Nixon goes up to Oxford
Peter Ackroyd
When he makes a point he leans forward, as though on the verge of toppling over, and then pulls back sharply. When he tells a joke he sways from side to side, wipes the sweat from his forehead in mock horror. When asked a difficult question he will stare — his mouth hanging slightly open — at the questioner, and then half-look over his shoulder. As though, perhaps, someone, somewhere is about to denounce him for lying, or for trying too hard, or just simply for being Richard Nixon.
What is this small, intense man doing at the Oxford Union? He is as out of place as a fruit machine in the Athenaeum, a smart and rather florid figure the face positively glowing with make-up among the college scarves, the plastic anoraks, and the lumpy woollen sweaters.

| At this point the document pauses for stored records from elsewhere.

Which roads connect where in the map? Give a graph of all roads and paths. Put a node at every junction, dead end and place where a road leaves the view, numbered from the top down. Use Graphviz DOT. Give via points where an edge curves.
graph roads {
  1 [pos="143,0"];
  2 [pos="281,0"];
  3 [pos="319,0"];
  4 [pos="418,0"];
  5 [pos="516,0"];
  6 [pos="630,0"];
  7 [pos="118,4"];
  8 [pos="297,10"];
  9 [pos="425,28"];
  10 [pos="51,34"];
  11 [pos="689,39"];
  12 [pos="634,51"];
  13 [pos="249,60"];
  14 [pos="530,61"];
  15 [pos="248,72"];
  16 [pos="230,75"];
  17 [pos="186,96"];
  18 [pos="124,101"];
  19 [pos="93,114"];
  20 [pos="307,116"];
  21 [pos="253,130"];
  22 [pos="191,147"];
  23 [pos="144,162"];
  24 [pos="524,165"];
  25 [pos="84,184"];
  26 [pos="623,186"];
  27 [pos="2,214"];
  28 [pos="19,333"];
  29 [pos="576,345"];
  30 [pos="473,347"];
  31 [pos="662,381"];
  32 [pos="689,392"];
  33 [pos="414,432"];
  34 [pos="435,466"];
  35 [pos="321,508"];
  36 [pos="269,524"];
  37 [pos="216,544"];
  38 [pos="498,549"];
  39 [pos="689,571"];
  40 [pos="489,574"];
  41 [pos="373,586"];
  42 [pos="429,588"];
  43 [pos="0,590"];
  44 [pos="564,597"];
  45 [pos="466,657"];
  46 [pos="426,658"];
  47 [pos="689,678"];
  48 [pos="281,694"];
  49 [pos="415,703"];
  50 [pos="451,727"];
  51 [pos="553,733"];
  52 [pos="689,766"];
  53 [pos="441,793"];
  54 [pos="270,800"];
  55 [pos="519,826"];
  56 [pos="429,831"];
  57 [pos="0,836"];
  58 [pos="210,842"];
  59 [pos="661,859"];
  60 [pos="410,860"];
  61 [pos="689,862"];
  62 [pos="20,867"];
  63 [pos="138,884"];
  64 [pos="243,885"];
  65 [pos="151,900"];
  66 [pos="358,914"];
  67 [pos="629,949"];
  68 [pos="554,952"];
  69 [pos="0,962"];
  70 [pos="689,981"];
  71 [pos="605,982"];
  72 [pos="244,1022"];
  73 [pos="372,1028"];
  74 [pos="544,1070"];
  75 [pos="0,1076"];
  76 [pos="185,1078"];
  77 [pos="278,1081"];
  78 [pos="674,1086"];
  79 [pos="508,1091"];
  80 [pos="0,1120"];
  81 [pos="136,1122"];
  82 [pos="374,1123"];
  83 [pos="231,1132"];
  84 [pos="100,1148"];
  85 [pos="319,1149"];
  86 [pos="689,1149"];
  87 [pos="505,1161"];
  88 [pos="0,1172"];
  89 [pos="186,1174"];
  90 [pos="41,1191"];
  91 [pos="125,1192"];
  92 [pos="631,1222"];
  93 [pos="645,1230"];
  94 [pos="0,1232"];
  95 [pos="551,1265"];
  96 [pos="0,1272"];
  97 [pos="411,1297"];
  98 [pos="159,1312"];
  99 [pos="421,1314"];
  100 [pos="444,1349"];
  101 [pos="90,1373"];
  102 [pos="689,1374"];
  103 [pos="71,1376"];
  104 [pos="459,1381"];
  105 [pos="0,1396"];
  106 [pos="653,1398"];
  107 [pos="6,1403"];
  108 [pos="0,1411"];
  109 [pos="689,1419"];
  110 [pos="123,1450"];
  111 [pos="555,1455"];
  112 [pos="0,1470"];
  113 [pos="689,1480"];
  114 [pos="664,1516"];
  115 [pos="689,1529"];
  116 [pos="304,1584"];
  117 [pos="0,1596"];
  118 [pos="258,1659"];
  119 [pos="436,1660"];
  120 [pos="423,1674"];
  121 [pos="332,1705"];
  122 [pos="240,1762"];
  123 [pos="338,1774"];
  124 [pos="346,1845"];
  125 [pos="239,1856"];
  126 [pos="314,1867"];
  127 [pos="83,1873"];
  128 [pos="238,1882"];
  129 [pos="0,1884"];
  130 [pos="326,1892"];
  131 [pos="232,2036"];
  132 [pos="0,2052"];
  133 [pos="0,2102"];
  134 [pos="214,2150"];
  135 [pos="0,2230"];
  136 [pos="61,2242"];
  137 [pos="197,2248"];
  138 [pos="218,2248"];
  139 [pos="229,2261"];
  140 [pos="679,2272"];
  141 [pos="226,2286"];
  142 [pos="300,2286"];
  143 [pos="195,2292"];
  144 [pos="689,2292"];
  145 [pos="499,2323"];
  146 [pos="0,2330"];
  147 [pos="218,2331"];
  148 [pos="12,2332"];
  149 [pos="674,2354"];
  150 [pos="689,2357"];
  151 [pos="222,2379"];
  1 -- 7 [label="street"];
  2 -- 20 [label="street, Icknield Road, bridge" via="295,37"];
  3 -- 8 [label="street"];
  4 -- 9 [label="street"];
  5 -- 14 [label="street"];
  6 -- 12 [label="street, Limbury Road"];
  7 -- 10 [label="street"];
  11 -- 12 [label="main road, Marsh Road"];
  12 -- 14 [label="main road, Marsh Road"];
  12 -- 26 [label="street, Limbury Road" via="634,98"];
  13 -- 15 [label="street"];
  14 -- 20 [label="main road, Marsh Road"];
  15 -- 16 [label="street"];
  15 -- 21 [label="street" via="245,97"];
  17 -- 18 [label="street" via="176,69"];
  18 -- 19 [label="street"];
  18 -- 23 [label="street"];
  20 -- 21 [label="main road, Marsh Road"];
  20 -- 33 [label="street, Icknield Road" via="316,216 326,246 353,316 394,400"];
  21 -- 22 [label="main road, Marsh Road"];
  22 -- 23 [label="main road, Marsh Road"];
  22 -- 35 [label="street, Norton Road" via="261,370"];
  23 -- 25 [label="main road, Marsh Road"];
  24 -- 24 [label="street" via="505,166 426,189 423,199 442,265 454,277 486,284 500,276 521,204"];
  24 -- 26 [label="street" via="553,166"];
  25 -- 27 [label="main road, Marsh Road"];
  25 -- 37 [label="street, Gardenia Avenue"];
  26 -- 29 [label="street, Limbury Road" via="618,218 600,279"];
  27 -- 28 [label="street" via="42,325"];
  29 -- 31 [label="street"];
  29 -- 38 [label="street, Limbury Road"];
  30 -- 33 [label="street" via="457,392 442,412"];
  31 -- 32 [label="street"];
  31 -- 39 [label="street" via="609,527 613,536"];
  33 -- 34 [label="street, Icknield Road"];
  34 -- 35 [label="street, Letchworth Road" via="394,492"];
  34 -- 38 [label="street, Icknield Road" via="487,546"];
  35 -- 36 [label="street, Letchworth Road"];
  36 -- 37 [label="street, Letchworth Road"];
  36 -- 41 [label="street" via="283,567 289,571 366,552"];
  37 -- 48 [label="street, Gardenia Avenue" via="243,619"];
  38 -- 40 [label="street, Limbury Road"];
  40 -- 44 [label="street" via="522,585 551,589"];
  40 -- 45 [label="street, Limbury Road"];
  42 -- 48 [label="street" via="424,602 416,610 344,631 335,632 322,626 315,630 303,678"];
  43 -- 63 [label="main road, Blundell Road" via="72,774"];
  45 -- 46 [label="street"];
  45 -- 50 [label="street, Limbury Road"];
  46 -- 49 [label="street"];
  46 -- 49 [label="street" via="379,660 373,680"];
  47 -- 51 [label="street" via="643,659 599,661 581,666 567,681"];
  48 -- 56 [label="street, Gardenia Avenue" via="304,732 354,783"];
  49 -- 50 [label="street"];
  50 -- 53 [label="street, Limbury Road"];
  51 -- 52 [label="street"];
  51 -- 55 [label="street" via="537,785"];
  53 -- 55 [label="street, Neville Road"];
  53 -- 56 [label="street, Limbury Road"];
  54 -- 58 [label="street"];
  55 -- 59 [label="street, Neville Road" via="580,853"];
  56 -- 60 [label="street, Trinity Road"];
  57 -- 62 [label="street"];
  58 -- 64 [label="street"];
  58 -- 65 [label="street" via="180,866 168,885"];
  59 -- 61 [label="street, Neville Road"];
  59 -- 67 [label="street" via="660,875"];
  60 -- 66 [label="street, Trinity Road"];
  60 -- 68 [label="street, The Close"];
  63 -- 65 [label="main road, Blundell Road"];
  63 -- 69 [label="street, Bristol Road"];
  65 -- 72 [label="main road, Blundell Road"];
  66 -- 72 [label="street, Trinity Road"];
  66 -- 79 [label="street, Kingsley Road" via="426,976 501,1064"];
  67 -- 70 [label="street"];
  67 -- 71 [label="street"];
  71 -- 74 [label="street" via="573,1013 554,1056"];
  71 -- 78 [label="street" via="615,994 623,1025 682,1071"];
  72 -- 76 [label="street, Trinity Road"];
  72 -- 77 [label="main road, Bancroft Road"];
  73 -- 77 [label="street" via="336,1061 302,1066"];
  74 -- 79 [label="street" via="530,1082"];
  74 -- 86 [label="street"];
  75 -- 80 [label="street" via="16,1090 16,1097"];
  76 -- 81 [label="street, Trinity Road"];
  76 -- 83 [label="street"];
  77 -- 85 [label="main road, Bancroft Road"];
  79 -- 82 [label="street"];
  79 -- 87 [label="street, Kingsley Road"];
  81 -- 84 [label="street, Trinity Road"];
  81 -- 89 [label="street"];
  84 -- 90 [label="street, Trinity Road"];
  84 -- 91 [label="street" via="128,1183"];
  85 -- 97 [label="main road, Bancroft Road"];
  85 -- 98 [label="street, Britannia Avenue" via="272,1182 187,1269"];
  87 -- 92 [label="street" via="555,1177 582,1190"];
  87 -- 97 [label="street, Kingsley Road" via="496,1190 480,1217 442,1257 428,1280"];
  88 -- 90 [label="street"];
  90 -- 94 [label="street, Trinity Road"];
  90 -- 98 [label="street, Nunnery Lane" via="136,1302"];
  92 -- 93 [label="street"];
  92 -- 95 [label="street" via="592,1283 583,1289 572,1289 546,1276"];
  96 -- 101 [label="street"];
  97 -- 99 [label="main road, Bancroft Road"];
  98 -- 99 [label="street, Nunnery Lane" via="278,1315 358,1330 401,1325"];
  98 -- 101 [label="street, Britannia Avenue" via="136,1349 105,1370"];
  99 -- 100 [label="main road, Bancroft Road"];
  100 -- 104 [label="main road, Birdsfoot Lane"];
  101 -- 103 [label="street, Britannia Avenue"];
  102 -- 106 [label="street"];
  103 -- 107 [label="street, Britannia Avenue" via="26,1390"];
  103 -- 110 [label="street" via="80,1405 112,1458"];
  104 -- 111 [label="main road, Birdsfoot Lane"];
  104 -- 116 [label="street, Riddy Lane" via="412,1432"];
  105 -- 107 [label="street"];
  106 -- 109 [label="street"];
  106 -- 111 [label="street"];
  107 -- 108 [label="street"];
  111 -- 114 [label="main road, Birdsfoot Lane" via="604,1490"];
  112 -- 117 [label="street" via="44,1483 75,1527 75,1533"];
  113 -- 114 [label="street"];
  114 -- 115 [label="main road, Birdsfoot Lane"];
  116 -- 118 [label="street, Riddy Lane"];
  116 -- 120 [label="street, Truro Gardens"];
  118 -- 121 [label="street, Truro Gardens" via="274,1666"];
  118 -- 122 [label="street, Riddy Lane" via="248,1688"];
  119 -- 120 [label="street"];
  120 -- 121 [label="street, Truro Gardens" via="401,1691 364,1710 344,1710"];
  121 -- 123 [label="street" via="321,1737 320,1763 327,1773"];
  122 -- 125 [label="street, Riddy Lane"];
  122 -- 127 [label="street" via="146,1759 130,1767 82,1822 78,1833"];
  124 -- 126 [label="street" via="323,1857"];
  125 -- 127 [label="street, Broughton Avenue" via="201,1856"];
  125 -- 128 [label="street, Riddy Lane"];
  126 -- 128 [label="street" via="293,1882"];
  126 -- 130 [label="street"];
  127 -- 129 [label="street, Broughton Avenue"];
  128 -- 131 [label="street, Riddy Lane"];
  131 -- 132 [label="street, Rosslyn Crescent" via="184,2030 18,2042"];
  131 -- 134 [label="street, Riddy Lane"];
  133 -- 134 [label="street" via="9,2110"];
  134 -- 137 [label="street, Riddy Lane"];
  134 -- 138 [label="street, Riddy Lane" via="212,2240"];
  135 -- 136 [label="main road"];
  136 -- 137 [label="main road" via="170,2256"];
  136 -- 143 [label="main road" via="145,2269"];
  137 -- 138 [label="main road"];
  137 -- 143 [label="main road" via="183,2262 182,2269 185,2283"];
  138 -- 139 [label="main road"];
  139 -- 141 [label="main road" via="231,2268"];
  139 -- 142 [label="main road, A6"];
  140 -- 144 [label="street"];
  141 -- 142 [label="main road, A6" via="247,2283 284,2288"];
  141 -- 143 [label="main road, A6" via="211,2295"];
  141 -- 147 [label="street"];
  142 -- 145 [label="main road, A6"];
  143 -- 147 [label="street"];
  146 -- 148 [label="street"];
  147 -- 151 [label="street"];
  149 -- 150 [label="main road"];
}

Earnest young men and women sat around in an atmosphere of pious gloom, and Mr Nixon clearly revelled in it as though he were some rich American gent from The Wings of the Dove, coming to reward and humour a group of impecunious Europeans. There were the usual American misunderstandings of the English tone, of course, as though Nixon's version of England had come from shadowy black and white films shown in the White House. 'I believe David Frost was a Cambridge man'. Of Daniel Ellsberg: 'The word is "pinched", isn't it? Well, he pinched the Pentagon papers'.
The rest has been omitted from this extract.